HAMPTONS, NY—Each blossoming school year brings with it the sweet promise of a more refined Duke. For SNU President William McKinsey, recently interviewed at his Hamptons home, where he was celebrating his father’s mistress’ 26th birthday, these improvements have already come.

“Our initial idea was just to have partygoers bring their parents’ tax returns to the door instead of bands” Harold proudly explained, “but then one of our sober brothers Kyle came up with this sick new acronym AA, which obviously stands for an automatic admission.”

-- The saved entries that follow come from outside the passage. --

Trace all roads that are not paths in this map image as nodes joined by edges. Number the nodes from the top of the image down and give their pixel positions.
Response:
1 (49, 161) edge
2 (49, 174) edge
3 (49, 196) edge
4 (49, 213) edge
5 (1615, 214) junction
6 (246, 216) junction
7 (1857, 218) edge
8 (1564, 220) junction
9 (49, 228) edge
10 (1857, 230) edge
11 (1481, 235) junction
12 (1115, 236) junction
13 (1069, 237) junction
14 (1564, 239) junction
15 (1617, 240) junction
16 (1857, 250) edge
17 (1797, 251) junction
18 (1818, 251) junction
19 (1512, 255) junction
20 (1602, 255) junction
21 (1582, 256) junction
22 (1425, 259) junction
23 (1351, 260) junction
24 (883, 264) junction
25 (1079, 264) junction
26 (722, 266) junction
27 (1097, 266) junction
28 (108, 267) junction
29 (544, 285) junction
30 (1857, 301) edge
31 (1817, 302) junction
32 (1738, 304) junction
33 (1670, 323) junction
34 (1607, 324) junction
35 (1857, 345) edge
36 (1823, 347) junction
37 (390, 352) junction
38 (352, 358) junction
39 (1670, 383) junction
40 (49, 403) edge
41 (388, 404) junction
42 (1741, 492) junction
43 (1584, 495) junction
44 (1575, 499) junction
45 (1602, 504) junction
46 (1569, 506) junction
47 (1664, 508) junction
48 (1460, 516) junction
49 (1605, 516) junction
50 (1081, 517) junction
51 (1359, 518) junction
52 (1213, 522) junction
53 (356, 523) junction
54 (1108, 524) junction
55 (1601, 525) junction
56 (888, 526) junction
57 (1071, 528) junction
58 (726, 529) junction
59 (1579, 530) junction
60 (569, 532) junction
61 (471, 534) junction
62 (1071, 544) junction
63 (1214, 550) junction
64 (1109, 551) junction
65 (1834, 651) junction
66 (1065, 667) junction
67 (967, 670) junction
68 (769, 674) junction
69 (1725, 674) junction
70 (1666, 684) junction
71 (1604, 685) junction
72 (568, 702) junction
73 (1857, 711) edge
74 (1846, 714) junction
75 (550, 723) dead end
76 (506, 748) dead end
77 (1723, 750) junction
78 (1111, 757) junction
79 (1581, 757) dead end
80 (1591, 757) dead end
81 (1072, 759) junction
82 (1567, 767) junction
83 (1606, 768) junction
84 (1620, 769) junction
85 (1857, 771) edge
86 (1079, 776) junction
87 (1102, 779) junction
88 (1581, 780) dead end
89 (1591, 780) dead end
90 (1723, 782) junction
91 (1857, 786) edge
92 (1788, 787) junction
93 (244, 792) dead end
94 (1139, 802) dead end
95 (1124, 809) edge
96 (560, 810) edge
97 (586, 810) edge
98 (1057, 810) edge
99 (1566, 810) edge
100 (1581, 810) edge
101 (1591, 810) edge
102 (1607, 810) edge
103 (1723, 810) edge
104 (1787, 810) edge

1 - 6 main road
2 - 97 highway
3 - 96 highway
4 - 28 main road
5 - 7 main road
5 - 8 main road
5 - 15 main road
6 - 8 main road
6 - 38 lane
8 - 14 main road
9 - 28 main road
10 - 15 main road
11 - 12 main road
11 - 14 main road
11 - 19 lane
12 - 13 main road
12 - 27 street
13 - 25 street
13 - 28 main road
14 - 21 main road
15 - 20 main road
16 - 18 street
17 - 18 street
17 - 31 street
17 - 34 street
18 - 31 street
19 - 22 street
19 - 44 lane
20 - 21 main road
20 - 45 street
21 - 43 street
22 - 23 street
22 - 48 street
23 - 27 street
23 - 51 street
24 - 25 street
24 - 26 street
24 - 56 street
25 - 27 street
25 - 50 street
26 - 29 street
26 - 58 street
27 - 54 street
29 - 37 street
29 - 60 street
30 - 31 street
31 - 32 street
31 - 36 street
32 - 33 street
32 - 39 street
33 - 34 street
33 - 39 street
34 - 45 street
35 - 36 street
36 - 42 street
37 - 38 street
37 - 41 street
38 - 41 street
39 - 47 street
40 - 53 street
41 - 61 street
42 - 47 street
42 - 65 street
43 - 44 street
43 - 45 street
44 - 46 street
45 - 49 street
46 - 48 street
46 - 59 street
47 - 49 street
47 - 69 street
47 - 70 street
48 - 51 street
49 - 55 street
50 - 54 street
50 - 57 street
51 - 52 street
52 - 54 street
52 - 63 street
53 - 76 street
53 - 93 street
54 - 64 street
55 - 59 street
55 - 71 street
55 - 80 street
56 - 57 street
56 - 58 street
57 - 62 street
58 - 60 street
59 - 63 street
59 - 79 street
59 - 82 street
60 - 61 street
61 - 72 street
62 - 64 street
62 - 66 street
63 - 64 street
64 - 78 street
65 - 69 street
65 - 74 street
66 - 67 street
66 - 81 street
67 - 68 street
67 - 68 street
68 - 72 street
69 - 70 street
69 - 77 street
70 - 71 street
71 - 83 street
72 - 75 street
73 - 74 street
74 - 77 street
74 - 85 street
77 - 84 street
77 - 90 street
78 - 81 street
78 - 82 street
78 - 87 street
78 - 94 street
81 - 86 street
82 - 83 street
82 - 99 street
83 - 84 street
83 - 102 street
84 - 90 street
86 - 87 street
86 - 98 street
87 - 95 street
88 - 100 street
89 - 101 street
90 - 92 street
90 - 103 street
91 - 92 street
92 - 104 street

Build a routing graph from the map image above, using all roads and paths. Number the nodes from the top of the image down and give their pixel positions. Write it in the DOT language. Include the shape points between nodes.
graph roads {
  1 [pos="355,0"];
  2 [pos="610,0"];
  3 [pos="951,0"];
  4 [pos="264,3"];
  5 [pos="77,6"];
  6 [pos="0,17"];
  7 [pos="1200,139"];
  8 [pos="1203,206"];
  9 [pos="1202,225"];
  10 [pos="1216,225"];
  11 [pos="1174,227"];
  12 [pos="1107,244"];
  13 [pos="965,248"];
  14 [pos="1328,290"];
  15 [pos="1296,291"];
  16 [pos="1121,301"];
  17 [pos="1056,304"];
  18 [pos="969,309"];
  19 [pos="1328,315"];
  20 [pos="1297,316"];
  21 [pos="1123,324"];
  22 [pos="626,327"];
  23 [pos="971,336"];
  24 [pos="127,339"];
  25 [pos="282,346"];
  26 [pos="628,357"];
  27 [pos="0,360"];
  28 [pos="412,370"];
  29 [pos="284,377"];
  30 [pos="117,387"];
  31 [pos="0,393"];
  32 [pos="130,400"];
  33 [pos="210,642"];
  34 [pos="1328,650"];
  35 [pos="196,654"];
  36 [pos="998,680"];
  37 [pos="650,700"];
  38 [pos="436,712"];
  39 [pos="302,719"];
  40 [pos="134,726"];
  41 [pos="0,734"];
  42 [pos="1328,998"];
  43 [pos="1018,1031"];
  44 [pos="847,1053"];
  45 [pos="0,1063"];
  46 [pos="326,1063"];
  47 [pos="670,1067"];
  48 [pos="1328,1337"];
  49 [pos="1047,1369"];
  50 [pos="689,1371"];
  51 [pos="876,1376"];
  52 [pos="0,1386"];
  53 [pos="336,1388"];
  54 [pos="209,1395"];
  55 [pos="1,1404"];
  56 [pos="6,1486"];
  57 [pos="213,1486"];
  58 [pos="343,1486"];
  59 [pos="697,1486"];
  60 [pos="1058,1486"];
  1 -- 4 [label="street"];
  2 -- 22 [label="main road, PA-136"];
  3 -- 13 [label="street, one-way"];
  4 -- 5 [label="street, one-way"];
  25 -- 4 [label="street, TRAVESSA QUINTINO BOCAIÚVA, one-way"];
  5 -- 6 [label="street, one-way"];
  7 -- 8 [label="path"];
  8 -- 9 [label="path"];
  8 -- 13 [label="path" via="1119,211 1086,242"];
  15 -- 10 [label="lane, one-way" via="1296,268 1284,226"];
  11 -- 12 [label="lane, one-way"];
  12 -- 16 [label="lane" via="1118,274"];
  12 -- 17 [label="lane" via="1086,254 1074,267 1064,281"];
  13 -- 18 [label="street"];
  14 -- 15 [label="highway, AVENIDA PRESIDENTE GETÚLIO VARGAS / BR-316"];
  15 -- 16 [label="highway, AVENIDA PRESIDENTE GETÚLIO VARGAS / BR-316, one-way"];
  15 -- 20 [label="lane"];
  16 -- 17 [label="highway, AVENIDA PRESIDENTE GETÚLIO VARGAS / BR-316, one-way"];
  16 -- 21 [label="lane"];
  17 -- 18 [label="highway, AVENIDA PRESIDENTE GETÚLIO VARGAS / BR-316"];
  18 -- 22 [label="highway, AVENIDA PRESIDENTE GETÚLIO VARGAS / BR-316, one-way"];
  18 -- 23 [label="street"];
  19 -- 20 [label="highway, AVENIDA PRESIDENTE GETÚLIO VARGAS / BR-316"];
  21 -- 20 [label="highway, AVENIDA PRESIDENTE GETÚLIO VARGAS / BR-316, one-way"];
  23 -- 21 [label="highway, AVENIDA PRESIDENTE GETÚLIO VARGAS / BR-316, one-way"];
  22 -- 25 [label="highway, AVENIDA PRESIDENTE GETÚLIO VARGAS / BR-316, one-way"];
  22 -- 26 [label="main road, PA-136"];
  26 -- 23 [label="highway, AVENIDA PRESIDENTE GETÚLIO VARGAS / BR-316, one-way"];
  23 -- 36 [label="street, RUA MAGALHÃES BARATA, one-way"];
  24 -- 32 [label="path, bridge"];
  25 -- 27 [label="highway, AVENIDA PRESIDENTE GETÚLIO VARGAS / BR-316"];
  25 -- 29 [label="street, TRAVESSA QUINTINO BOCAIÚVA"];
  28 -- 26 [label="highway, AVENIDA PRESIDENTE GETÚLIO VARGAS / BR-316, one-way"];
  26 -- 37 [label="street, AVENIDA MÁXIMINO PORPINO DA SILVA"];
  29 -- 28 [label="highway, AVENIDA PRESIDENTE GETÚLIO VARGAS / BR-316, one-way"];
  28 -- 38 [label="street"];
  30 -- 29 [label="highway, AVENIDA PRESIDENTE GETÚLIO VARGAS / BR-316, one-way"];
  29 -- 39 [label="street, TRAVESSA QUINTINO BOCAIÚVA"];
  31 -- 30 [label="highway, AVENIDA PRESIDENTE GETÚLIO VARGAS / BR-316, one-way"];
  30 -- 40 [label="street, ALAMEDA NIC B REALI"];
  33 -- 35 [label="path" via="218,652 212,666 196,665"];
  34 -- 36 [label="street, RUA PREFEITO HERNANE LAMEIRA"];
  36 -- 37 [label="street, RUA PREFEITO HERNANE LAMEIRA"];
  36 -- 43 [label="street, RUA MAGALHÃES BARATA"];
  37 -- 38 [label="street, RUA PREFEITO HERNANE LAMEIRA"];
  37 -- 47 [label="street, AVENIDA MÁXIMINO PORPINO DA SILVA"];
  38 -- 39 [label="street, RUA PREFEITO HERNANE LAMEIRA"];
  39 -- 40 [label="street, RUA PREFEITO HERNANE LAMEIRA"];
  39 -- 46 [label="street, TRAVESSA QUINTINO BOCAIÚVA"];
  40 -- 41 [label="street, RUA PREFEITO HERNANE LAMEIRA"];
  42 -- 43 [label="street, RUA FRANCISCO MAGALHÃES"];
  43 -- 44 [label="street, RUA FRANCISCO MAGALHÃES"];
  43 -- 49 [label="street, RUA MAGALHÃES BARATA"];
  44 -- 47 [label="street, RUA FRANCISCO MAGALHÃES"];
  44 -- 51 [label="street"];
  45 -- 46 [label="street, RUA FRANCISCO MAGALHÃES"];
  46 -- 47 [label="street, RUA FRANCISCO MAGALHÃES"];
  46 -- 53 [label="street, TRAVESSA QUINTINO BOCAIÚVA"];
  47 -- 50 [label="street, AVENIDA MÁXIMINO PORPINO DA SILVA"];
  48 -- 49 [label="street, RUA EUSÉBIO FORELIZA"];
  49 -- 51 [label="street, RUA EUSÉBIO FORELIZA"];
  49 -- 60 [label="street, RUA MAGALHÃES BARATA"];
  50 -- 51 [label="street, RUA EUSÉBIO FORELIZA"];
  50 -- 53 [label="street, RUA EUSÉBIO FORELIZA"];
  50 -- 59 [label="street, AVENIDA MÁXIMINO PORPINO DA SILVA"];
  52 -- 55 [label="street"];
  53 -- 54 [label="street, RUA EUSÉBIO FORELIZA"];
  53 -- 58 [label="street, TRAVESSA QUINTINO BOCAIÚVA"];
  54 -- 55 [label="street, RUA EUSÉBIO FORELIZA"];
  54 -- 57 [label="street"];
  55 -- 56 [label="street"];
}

McKinsey went on to list numerous examples of automatic admissions. “Your mom has a picture with Jeffrey Epstein and or Ghislaine? AA. Your older brother went to jail for tax evasion for 14 to 120 days? AA. You know how to launder money and are willing to show the brothers how for research purposes? AA.”

McKinsey reassured us that traditional assets were also enough to get into legendary SNU late nights. “We’re not madmen. We’ll accept any of the basics: proof of stock options, a minimum home value of $8.5 million, or photographic evidence that your dad’s third wife is at least a Midwest 9/California 7.”

Students on campus have already discovered a way around this radical new system. Sophomore Karen Schwartz explained how she hid in the bushes at one party and loudly pondered “why they couldn’t just print more money,” prompting brothers to rush outside in mass confusion.

The ploy backfired, however, when Karen was detained by undercover cops who heard there was coke at the party and wanted in.